XVII Domenica del T.O. Anno C

La liturgia della parola di questa domenica è tutta incentrata sulla preghiera di richiesta, sull’invocazione insistente per ottenere la misericordia (prima lettura). Abramo è padre nella fede ma anche modello di preghiera per ogni credente. Ma soprattutto Gesù è modello orante di ogni cristiano. Un suo discepolo, vedendo pregare Gesù, gli chiede: “Signore insegnaci a pregare” e il modello di paragone che sottostà a questa richiesta è il Battista. L’arte della preghiera è quella più difficile da apprendere, perché saper pregare non è di tutti. Saper fare richieste è di tutti, spesso la nostra cosiddetta preghiera si riduce a fare richieste a Dio. Ma la qualità della vita cristiana si misura dalla qualità della nostra preghiera.
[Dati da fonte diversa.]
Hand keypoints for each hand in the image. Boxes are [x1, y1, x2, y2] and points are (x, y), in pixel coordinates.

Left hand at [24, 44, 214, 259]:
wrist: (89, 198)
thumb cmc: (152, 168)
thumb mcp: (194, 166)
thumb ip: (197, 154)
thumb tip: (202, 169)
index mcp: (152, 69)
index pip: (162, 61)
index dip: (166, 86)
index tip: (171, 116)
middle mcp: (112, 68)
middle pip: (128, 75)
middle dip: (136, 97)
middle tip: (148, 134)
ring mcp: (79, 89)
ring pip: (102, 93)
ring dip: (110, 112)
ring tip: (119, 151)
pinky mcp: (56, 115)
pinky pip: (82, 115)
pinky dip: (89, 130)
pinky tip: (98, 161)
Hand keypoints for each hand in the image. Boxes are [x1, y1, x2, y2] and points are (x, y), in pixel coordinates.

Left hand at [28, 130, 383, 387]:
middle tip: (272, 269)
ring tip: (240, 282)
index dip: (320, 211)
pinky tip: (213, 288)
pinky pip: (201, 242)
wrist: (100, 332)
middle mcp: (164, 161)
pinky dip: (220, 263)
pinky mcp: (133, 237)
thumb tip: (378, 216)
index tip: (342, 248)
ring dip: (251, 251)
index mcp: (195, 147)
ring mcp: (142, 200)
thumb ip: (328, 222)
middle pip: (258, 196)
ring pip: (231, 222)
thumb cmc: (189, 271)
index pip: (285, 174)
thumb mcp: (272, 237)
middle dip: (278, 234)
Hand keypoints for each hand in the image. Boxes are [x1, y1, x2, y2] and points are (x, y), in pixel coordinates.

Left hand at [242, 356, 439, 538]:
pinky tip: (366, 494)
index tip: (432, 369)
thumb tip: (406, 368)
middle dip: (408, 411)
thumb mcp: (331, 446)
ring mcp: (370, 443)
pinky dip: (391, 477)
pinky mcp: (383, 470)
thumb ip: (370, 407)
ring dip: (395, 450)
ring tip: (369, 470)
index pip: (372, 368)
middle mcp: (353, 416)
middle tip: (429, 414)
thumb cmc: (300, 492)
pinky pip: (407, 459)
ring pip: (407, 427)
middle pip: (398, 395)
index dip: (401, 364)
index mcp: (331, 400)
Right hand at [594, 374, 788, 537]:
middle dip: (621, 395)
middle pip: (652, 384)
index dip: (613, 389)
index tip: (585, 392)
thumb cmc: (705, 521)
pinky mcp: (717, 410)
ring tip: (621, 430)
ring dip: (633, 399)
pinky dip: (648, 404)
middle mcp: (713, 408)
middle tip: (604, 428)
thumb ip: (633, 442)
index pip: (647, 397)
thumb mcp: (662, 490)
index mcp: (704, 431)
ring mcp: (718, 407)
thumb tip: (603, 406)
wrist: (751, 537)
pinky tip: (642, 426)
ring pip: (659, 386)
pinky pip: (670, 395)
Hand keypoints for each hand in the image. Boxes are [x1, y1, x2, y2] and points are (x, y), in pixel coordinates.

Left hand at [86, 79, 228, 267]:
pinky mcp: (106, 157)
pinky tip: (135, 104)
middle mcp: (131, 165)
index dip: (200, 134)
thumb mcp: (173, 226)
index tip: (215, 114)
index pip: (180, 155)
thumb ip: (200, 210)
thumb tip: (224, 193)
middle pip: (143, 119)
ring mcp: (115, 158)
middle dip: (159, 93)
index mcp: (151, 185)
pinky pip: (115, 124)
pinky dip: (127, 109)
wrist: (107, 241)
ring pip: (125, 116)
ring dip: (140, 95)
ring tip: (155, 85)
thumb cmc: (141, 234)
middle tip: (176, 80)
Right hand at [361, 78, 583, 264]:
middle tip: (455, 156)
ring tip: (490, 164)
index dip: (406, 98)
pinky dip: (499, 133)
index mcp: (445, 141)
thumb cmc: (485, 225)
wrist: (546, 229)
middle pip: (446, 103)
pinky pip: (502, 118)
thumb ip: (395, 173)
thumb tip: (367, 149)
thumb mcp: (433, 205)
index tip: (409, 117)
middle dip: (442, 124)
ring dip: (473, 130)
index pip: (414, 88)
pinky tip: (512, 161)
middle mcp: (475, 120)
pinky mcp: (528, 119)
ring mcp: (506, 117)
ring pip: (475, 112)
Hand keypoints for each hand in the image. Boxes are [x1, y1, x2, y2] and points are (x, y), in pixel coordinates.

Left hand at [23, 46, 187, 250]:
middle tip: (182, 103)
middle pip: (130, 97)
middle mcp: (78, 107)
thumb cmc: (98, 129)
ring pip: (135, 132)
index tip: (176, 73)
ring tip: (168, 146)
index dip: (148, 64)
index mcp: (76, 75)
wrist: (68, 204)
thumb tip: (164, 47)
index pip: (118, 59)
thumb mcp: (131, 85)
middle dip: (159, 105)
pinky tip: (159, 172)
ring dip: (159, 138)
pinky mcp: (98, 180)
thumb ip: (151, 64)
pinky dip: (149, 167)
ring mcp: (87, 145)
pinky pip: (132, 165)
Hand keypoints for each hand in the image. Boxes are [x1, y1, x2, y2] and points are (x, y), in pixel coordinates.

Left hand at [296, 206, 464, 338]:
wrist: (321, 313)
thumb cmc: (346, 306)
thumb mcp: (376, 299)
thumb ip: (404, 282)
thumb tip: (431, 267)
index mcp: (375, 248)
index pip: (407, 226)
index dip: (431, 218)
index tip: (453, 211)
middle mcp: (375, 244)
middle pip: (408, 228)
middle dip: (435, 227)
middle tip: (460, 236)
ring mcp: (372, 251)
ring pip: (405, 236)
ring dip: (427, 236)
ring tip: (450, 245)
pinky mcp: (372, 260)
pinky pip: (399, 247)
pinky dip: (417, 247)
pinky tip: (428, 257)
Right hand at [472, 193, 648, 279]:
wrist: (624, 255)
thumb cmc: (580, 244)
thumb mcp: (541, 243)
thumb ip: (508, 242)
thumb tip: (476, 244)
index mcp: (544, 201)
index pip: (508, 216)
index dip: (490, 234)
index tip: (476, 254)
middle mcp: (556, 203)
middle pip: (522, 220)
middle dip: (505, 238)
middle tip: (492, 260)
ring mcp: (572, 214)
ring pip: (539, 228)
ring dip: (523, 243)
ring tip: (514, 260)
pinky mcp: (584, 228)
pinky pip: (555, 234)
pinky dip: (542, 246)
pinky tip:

E qui onestamente dobbiamo riconoscere che la qualità della nostra preghiera è quanto mai scadente. La preghiera, dice Matta El Meskin, ha bisogno dell’esperienza. Preghiera è essenzialmente fare esperienza della presenza divina. Al di fuori de quest’esperienza di Dio non c’è preghiera. Ma quanti di noi cristiani, laici, preti ecc.. hanno mai fatto esperienza della presenza divina nella loro vita? Ammettiamolo con onestà, quasi mai! Ecco perché la nostra vita di preghiera è sterile e non ci trasforma dal di dentro. Anzi spesso la proposta di preghiera che circola nelle nostre comunità, gruppi, parrocchie ecc.. è alienante. Una preghiera che invece di liberare lega, diventa psicologicamente alienante. Una preghiera così, può diventare un veicolo per prendere in ostaggio la nostra anima, diventiamo così persone che dipendono, non sono più libere e con la scusa della preghiera diventiamo ostaggio di qualcuno che ci può manipolare a suo piacimento. La preghiera di Gesù è invece liberante, pacificante, contemplativa, che supera ogni opacità dell’anima e ci fa vedere ciò che è invisibile. La preghiera di Gesù dona gioia, riempie il cuore di speranza e ci fa gustare la bontà del Signore, fino a farci perdere nell’abisso del suo amore. La preghiera di Gesù è anticipo del paradiso, ci fa passare dalla fede alla visione. Ecco perché la preghiera del cristiano deve essere perseverante ed insistente, il Padre Nostro diviene allora il modello sublime di ogni preghiera.